Additionally, Pandas and Biopython are required. These can be installed with the following commands:

pip install pandas

pip install biopython

4. Usage

Documentation

Use the following command: python /path/to/SyntenyFinder.py --help

Quick start

To generate karyotype and coordinate files, run the following command in /SyntenyFinder:

python SyntenyFinder.py --accessions GCF_910592395.1,GCF_902652985.1 --run_name get_synteny

This command downloads the annotated genome assemblies GCF_910592395.1 for the nemertean Lineus longissimus and GCF_902652985.1 for the scallop Pecten maximus. It runs OrthoFinder and finds single-copy orthologues, then generates karyotype and coordinate files.

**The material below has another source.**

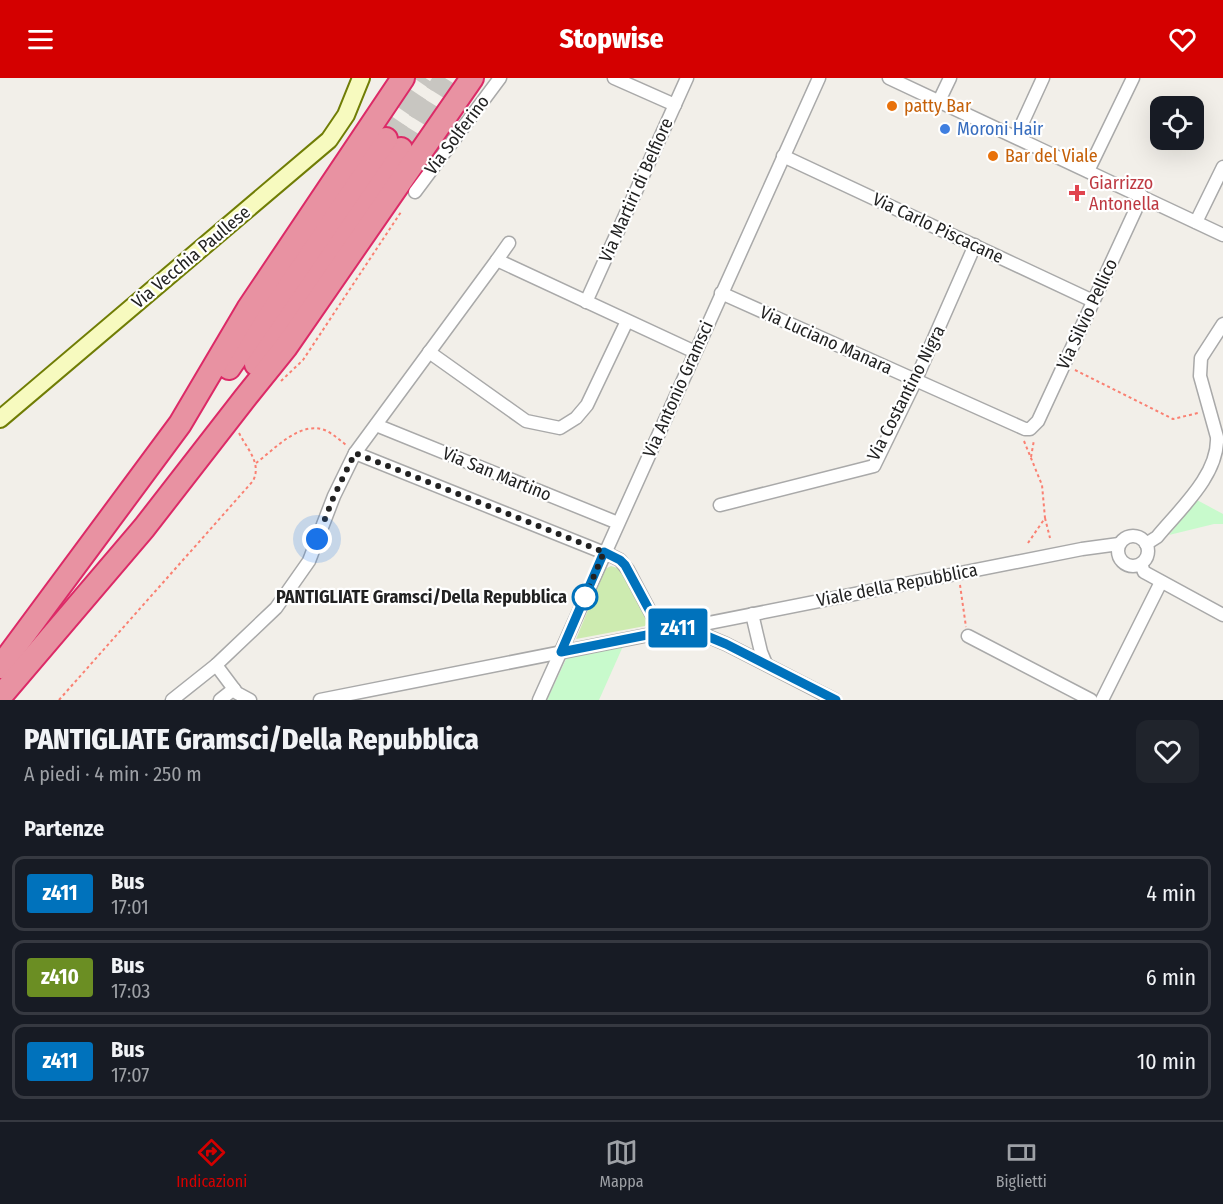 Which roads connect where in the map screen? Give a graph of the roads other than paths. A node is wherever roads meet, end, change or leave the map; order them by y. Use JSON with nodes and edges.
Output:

The folder get_synteny is created within the working directory /SyntenyFinder to store output, as well as intermediate run files.

Full command:

python /path/to/SyntenyFinder.py \
--accessions accession1,accession2,accession3 \
--run_name run_name1 \
--algs first \
--orthofinder path/to/orthofinder \
--threads 20 \
--directory path/to/root/folder

Flags

Required:
- --accessions : Comma separated list of accessions for annotated chromosome level genomes on NCBI.
- --run_name : Name of run iteration used to create a directory
Optional:
- --algs : Code or accession of species used in run to trace ancestral linkage groups.
- --directory : Root directory for analysis folder to be created. (Default: ./)
- --orthofinder : Path to executable OrthoFinder, if not installed. If any errors are encountered using this flag, please ensure the bin containing OrthoFinder is in the path.
- --threads : Number of threads to use when running OrthoFinder

Output:

Running SyntenyFinder.py results in the generation of the following tree of files:

directory (root directory provided) 
├── ncbi_downloads
│   ├── <Sp1>
│   │   └── ncbi_dataset
│   │       └── data
│   │           └── accession1
│   ├── <Sp2>
│   │   └── ncbi_dataset
│   │       └── data
│   │           └── accession2
│   └── ...
└── run_name
    ├── output
    │   ├── Sp1_coordinates.tsv
    │   ├── Sp1_karyotype.txt
    │   ├── Sp2_coordinates.tsv
    │   ├── Sp2_karyotype.txt
    │   ├── Sp3_coordinates.tsv
    │   ├── Sp3_karyotype.txt
    │   └── ...
    └── run_files
        ├── orthofinder_output
        │   └── Results_MmmDD
        │       ├── ...
        │       ├── Orthogroups
        │       └── ...
        └── run_proteomes

The files XXX_coordinates.tsv and XXX_karyotype.txt are the intake files necessary for running RIdeogram to generate a macrosynteny figure. Copy them to plot_ideogram/input and generate the plots using plot_ideogram.R.

Notes:

An ncbi_downloads folder is created in the provided root directory, rather than in the run_name folder. This improves efficiency, as it prevents the same accession from being downloaded multiple times across different run folders.
Species codes are defined by the first letter of an organism's genus name followed by the first two letters of its species name. In runs where multiple species share the same code, codes are defined by the first two letters of an organism's genus name followed by the first three letters of its species name. Unexpected issues may arise if multiple species share the same species code within the same directory provided.

5. Plotting in R

The script SyntenyFinder/plot_ideogram/plot_ideogram.R takes the karyotype and coordinate files generated by SyntenyFinder and plots them using RIdeogram.

To use this script, first copy the output files from root_directory/run_name/output to plot_ideogram/input. Then create the directories indicated with an (*) as shown below for the output files of plot_ideogram.R.

SyntenyFinder
└── plot_ideogram
    ├── ideograms (*)
    │   ├── pdf (*)
    │   └── svg (*)
    ├── input (*)
    │   └── <copy output from SyntenyFinder>
    └── plot_ideogram.R

This script generates SVG and PDF files which can then be modified in illustrator to create the final figures.

6. Additional information

Citation

Please cite our preprint if you use this pipeline:

T. D. Lewin, I. J.-Y. Liao, M.-E. Chen, J. D. D. Bishop, P. W. H. Holland, Y.-J. Luo, Fusion, Fission, and Scrambling of the Bilaterian Genome in Bryozoa. bioRxiv, 2024.02.15.580425 (2024).